What is being asked.
Reproduce each line of the material exactly as it reads.

Recorded data.
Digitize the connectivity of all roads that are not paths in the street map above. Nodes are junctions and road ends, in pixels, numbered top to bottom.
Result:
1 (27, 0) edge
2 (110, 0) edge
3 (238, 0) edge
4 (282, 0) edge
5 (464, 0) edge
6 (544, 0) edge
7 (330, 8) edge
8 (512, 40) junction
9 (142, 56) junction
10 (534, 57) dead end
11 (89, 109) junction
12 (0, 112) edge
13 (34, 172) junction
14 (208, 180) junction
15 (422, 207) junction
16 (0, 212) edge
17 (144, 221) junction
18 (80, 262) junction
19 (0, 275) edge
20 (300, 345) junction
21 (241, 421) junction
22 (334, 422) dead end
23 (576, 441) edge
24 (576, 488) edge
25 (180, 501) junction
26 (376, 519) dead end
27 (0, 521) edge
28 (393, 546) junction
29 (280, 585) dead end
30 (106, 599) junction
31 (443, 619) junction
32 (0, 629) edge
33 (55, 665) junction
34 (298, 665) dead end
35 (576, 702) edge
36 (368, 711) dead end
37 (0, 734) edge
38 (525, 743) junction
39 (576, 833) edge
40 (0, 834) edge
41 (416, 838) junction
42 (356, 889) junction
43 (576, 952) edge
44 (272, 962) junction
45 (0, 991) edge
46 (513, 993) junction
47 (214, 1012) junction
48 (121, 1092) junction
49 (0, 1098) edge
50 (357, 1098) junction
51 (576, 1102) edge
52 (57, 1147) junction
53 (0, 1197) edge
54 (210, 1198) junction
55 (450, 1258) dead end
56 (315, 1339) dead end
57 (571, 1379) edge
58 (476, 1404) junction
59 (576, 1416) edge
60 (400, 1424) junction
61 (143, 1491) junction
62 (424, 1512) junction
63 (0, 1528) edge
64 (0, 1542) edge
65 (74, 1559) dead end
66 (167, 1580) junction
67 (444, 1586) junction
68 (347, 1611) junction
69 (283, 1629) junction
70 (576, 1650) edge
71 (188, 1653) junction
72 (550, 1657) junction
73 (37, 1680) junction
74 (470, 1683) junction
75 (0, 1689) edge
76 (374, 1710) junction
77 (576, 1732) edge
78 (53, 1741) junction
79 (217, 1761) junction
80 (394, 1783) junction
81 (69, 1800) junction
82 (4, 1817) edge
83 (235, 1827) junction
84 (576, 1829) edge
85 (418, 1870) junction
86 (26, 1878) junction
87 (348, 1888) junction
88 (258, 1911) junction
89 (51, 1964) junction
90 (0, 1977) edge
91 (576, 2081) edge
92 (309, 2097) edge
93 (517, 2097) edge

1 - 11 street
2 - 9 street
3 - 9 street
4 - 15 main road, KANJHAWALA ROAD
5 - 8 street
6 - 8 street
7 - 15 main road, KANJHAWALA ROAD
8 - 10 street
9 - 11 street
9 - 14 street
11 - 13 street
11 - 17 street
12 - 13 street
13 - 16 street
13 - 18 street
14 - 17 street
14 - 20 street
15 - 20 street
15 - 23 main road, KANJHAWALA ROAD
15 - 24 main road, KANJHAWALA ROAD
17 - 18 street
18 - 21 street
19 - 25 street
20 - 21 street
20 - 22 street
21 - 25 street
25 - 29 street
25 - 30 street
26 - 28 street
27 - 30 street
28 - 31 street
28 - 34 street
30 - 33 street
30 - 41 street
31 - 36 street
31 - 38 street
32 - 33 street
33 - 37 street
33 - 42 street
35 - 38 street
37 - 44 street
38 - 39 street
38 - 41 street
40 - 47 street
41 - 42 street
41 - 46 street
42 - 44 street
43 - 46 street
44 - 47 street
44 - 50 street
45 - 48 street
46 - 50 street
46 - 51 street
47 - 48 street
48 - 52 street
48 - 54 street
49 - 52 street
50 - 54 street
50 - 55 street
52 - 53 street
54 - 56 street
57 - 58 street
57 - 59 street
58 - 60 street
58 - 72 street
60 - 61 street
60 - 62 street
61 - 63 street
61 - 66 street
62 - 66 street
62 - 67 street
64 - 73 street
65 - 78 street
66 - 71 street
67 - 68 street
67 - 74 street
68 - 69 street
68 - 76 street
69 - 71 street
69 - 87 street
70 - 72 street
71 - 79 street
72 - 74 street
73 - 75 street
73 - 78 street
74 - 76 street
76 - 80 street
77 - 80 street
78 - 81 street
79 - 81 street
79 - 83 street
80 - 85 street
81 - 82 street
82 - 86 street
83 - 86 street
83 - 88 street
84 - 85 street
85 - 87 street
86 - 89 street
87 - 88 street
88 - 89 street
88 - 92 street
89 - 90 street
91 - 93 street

Solution to this exercise.
Digitize the connectivity of all roads that are not paths in the street map above. Nodes are junctions and road ends, in pixels, numbered top to bottom.
Result:
1 (27, 0) edge
2 (110, 0) edge
3 (238, 0) edge
4 (282, 0) edge
5 (464, 0) edge
6 (544, 0) edge
7 (330, 8) edge
8 (512, 40) junction
9 (142, 56) junction
10 (534, 57) dead end
11 (89, 109) junction
12 (0, 112) edge
13 (34, 172) junction
14 (208, 180) junction
15 (422, 207) junction
16 (0, 212) edge
17 (144, 221) junction
18 (80, 262) junction
19 (0, 275) edge
20 (300, 345) junction
21 (241, 421) junction
22 (334, 422) dead end
23 (576, 441) edge
24 (576, 488) edge
25 (180, 501) junction
26 (376, 519) dead end
27 (0, 521) edge
28 (393, 546) junction
29 (280, 585) dead end
30 (106, 599) junction
31 (443, 619) junction
32 (0, 629) edge
33 (55, 665) junction
34 (298, 665) dead end
35 (576, 702) edge
36 (368, 711) dead end
37 (0, 734) edge
38 (525, 743) junction
39 (576, 833) edge
40 (0, 834) edge
41 (416, 838) junction
42 (356, 889) junction
43 (576, 952) edge
44 (272, 962) junction
45 (0, 991) edge
46 (513, 993) junction
47 (214, 1012) junction
48 (121, 1092) junction
49 (0, 1098) edge
50 (357, 1098) junction
51 (576, 1102) edge
52 (57, 1147) junction
53 (0, 1197) edge
54 (210, 1198) junction
55 (450, 1258) dead end
56 (315, 1339) dead end
57 (571, 1379) edge
58 (476, 1404) junction
59 (576, 1416) edge
60 (400, 1424) junction
61 (143, 1491) junction
62 (424, 1512) junction
63 (0, 1528) edge
64 (0, 1542) edge
65 (74, 1559) dead end
66 (167, 1580) junction
67 (444, 1586) junction
68 (347, 1611) junction
69 (283, 1629) junction
70 (576, 1650) edge
71 (188, 1653) junction
72 (550, 1657) junction
73 (37, 1680) junction
74 (470, 1683) junction
75 (0, 1689) edge
76 (374, 1710) junction
77 (576, 1732) edge
78 (53, 1741) junction
79 (217, 1761) junction
80 (394, 1783) junction
81 (69, 1800) junction
82 (4, 1817) edge
83 (235, 1827) junction
84 (576, 1829) edge
85 (418, 1870) junction
86 (26, 1878) junction
87 (348, 1888) junction
88 (258, 1911) junction
89 (51, 1964) junction
90 (0, 1977) edge
91 (576, 2081) edge
92 (309, 2097) edge
93 (517, 2097) edge

1 - 11 street
2 - 9 street
3 - 9 street
4 - 15 main road, KANJHAWALA ROAD
5 - 8 street
6 - 8 street
7 - 15 main road, KANJHAWALA ROAD
8 - 10 street
9 - 11 street
9 - 14 street
11 - 13 street
11 - 17 street
12 - 13 street
13 - 16 street
13 - 18 street
14 - 17 street
14 - 20 street
15 - 20 street
15 - 23 main road, KANJHAWALA ROAD
15 - 24 main road, KANJHAWALA ROAD
17 - 18 street
18 - 21 street
19 - 25 street
20 - 21 street
20 - 22 street
21 - 25 street
25 - 29 street
25 - 30 street
26 - 28 street
27 - 30 street
28 - 31 street
28 - 34 street
30 - 33 street
30 - 41 street
31 - 36 street
31 - 38 street
32 - 33 street
33 - 37 street
33 - 42 street
35 - 38 street
37 - 44 street
38 - 39 street
38 - 41 street
40 - 47 street
41 - 42 street
41 - 46 street
42 - 44 street
43 - 46 street
44 - 47 street
44 - 50 street
45 - 48 street
46 - 50 street
46 - 51 street
47 - 48 street
48 - 52 street
48 - 54 street
49 - 52 street
50 - 54 street
50 - 55 street
52 - 53 street
54 - 56 street
57 - 58 street
57 - 59 street
58 - 60 street
58 - 72 street
60 - 61 street
60 - 62 street
61 - 63 street
61 - 66 street
62 - 66 street
62 - 67 street
64 - 73 street
65 - 78 street
66 - 71 street
67 - 68 street
67 - 74 street
68 - 69 street
68 - 76 street
69 - 71 street
69 - 87 street
70 - 72 street
71 - 79 street
72 - 74 street
73 - 75 street
73 - 78 street
74 - 76 street
76 - 80 street
77 - 80 street
78 - 81 street
79 - 81 street
79 - 83 street
80 - 85 street
81 - 82 street
82 - 86 street
83 - 86 street
83 - 88 street
84 - 85 street
85 - 87 street
86 - 89 street
87 - 88 street
88 - 89 street
88 - 92 street
89 - 90 street
91 - 93 street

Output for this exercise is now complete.